▶ _Exercise prompt_:
I'd like the data below restated word for word, with the pictures left out.

Stored data entries:
########
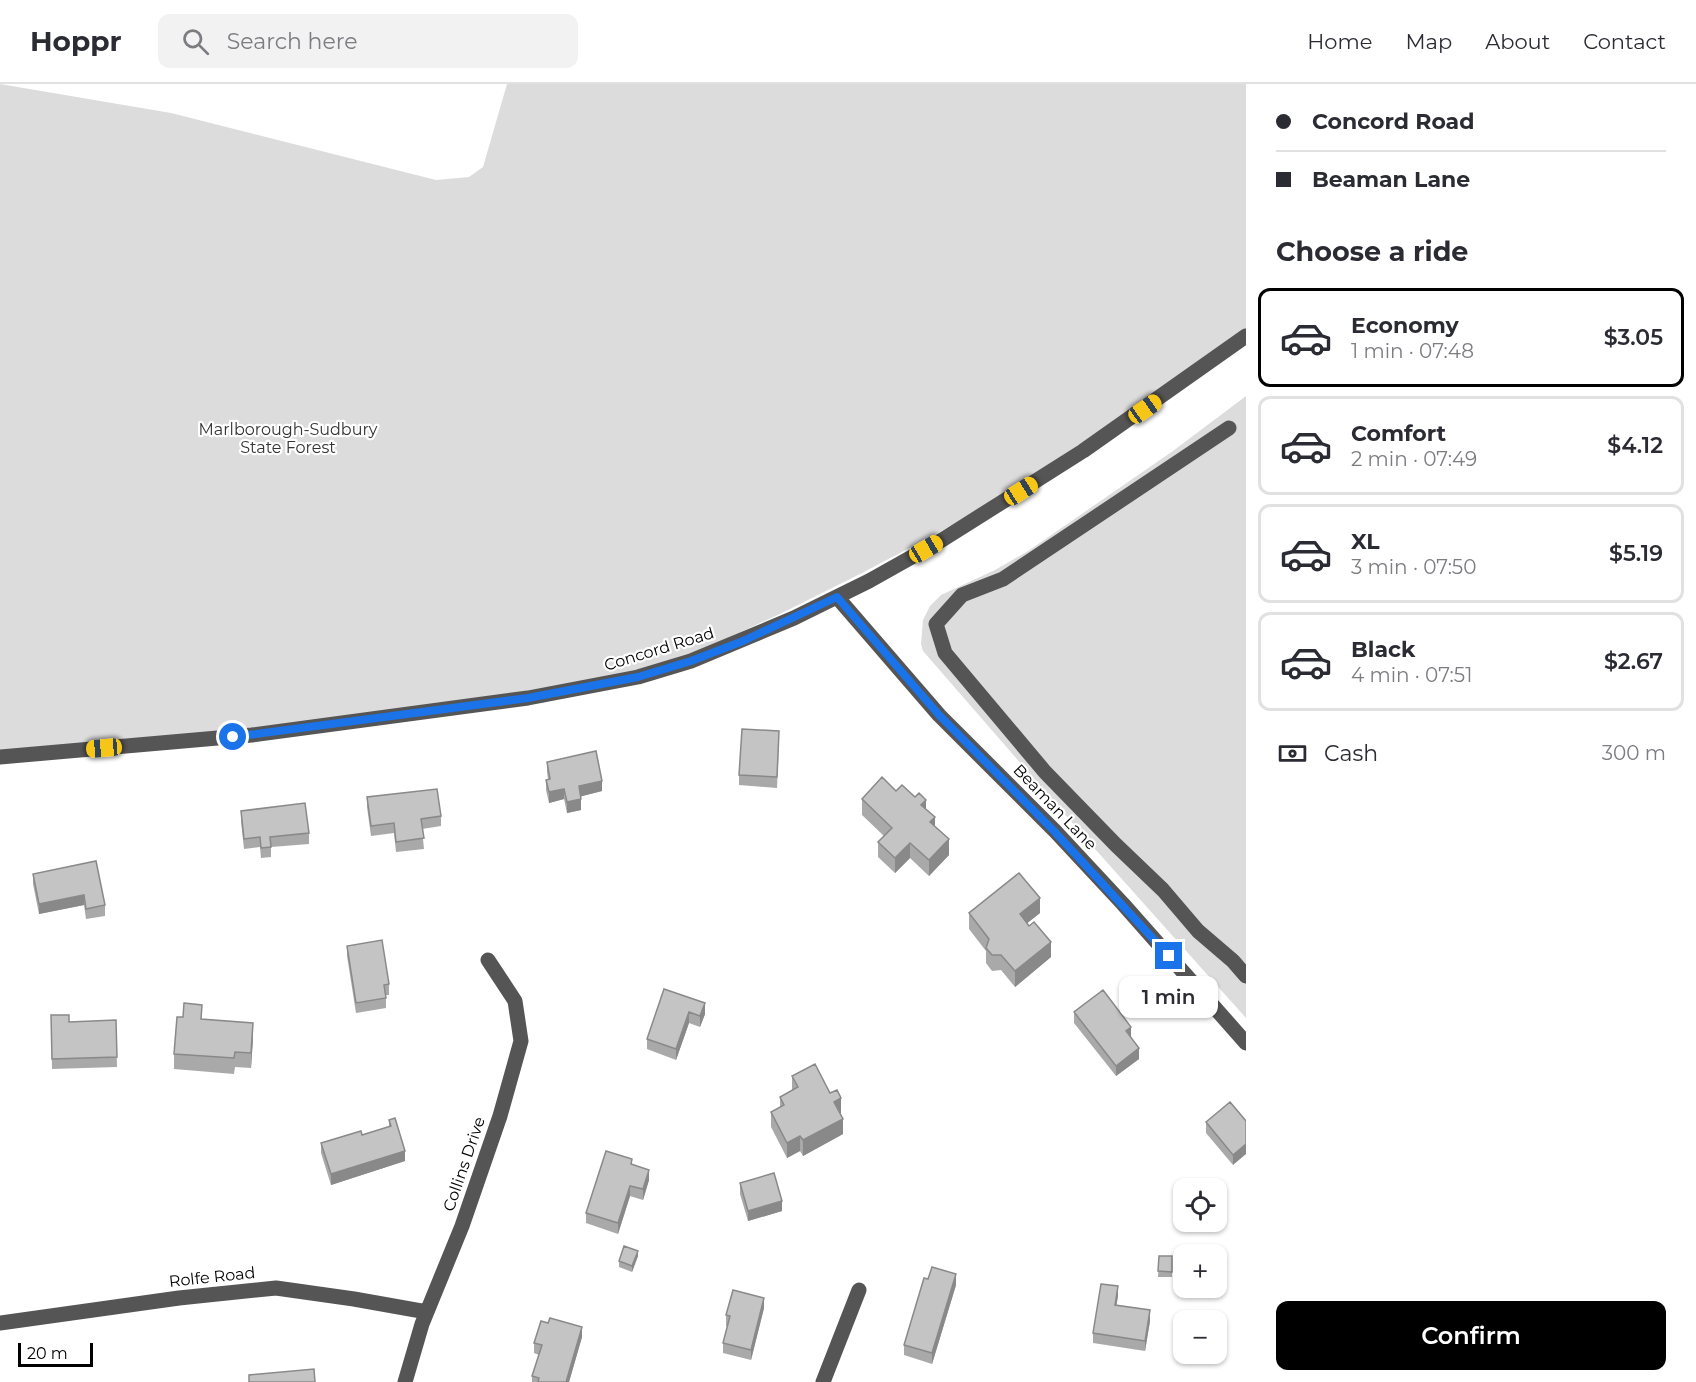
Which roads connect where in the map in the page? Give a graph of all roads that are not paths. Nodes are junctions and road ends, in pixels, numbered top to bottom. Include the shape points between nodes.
1 (1246, 336) edge
2 (1229, 428) dead end
3 (837, 597) junction
4 (0, 757) edge
5 (488, 960) dead end
6 (1246, 976) edge
7 (1246, 1043) edge
8 (859, 1290) dead end
9 (427, 1312) junction
10 (0, 1323) edge
11 (405, 1382) edge
12 (823, 1382) edge

1 - 3 street, Concord Road via 1018,493
2 - 6 street via 1003,579 962,595 936,624 945,653 1016,739
3 - 4 street, Concord Road via 691,661 583,689 252,735
3 - 7 street, Beaman Lane via 939,715 1100,880
5 - 9 street, Collins Drive via 516,1001 521,1041 462,1226
8 - 12 street
9 - 10 street, Rolfe Road via 276,1288
9 - 11 street, Collins Drive

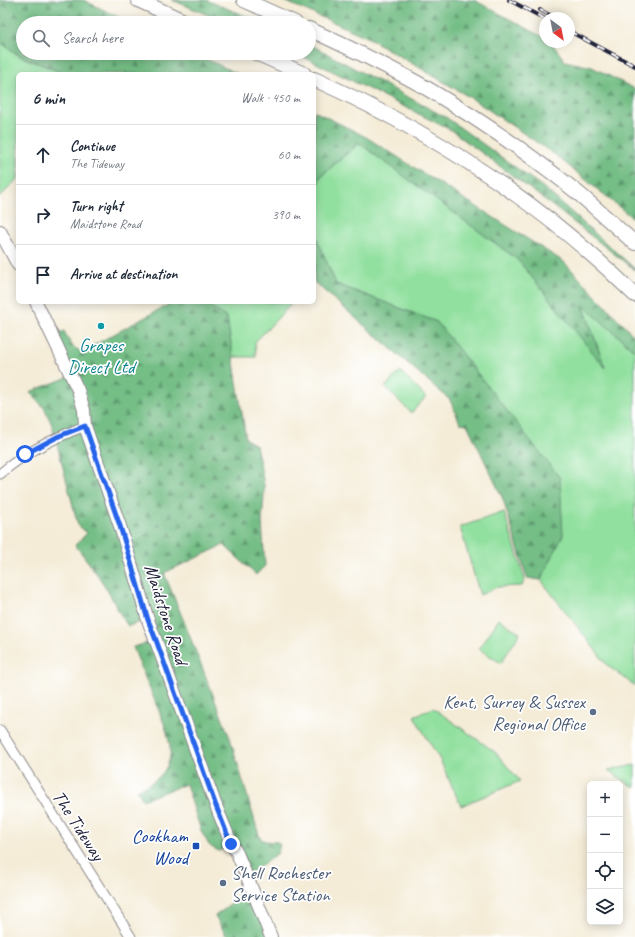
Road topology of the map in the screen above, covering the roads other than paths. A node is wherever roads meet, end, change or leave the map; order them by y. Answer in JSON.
{"nodes":[{"id":1,"x":138,"y":0,"type":"edge"},
{"id":2,"x":244,"y":0,"type":"edge"},
{"id":3,"x":173,"y":16,"type":"edge"},
{"id":4,"x":279,"y":16,"type":"edge"},
{"id":5,"x":316,"y":32,"type":"edge"},
{"id":6,"x":272,"y":60,"type":"edge"},
{"id":7,"x":299,"y":72,"type":"edge"},
{"id":8,"x":316,"y":80,"type":"edge"},
{"id":9,"x":0,"y":231,"type":"edge"},
{"id":10,"x":635,"y":243,"type":"edge"},
{"id":11,"x":16,"y":261,"type":"edge"},
{"id":12,"x":635,"y":295,"type":"edge"},
{"id":13,"x":37,"y":304,"type":"edge"},
{"id":14,"x":85,"y":426,"type":"junction"},
{"id":15,"x":0,"y":474,"type":"edge"},
{"id":16,"x":0,"y":730,"type":"edge"},
{"id":17,"x":130,"y":937,"type":"edge"},
{"id":18,"x":270,"y":937,"type":"edge"}],
"edges":[{"from":1,"to":3,"type":"highway"},
{"from":2,"to":4,"type":"highway"},
{"from":5,"to":10,"type":"highway"},
{"from":6,"to":7,"type":"highway"},
{"from":8,"to":12,"type":"highway"},
{"from":9,"to":11,"type":"main road"},
{"from":13,"to":14,"type":"main road","name":"Maidstone Road"},
{"from":14,"to":15,"type":"street"},
{"from":14,"to":18,"type":"main road","name":"Maidstone Road"},
{"from":16,"to":17,"type":"street","name":"The Tideway"}]}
########
▶ _Exercise response_:
Which roads connect where in the map in the page? Give a graph of all roads that are not paths. Nodes are junctions and road ends, in pixels, numbered top to bottom. Include the shape points between nodes.
1 (1246, 336) edge
2 (1229, 428) dead end
3 (837, 597) junction
4 (0, 757) edge
5 (488, 960) dead end
6 (1246, 976) edge
7 (1246, 1043) edge
8 (859, 1290) dead end
9 (427, 1312) junction
10 (0, 1323) edge
11 (405, 1382) edge
12 (823, 1382) edge

1 - 3 street, Concord Road via 1018,493
2 - 6 street via 1003,579 962,595 936,624 945,653 1016,739
3 - 4 street, Concord Road via 691,661 583,689 252,735
3 - 7 street, Beaman Lane via 939,715 1100,880
5 - 9 street, Collins Drive via 516,1001 521,1041 462,1226
8 - 12 street
9 - 10 street, Rolfe Road via 276,1288
9 - 11 street, Collins Drive

Road topology of the map in the screen above, covering the roads other than paths. A node is wherever roads meet, end, change or leave the map; order them by y. Answer in JSON.
{"nodes":[{"id":1,"x":138,"y":0,"type":"edge"},
{"id":2,"x":244,"y":0,"type":"edge"},
{"id":3,"x":173,"y":16,"type":"edge"},
{"id":4,"x":279,"y":16,"type":"edge"},
{"id":5,"x":316,"y":32,"type":"edge"},
{"id":6,"x":272,"y":60,"type":"edge"},
{"id":7,"x":299,"y":72,"type":"edge"},
{"id":8,"x":316,"y":80,"type":"edge"},
{"id":9,"x":0,"y":231,"type":"edge"},
{"id":10,"x":635,"y":243,"type":"edge"},
{"id":11,"x":16,"y":261,"type":"edge"},
{"id":12,"x":635,"y":295,"type":"edge"},
{"id":13,"x":37,"y":304,"type":"edge"},
{"id":14,"x":85,"y":426,"type":"junction"},
{"id":15,"x":0,"y":474,"type":"edge"},
{"id":16,"x":0,"y":730,"type":"edge"},
{"id":17,"x":130,"y":937,"type":"edge"},
{"id":18,"x":270,"y":937,"type":"edge"}],
"edges":[{"from":1,"to":3,"type":"highway"},
{"from":2,"to":4,"type":"highway"},
{"from":5,"to":10,"type":"highway"},
{"from":6,"to":7,"type":"highway"},
{"from":8,"to":12,"type":"highway"},
{"from":9,"to":11,"type":"main road"},
{"from":13,"to":14,"type":"main road","name":"Maidstone Road"},
{"from":14,"to":15,"type":"street"},
{"from":14,"to":18,"type":"main road","name":"Maidstone Road"},
{"from":16,"to":17,"type":"street","name":"The Tideway"}]}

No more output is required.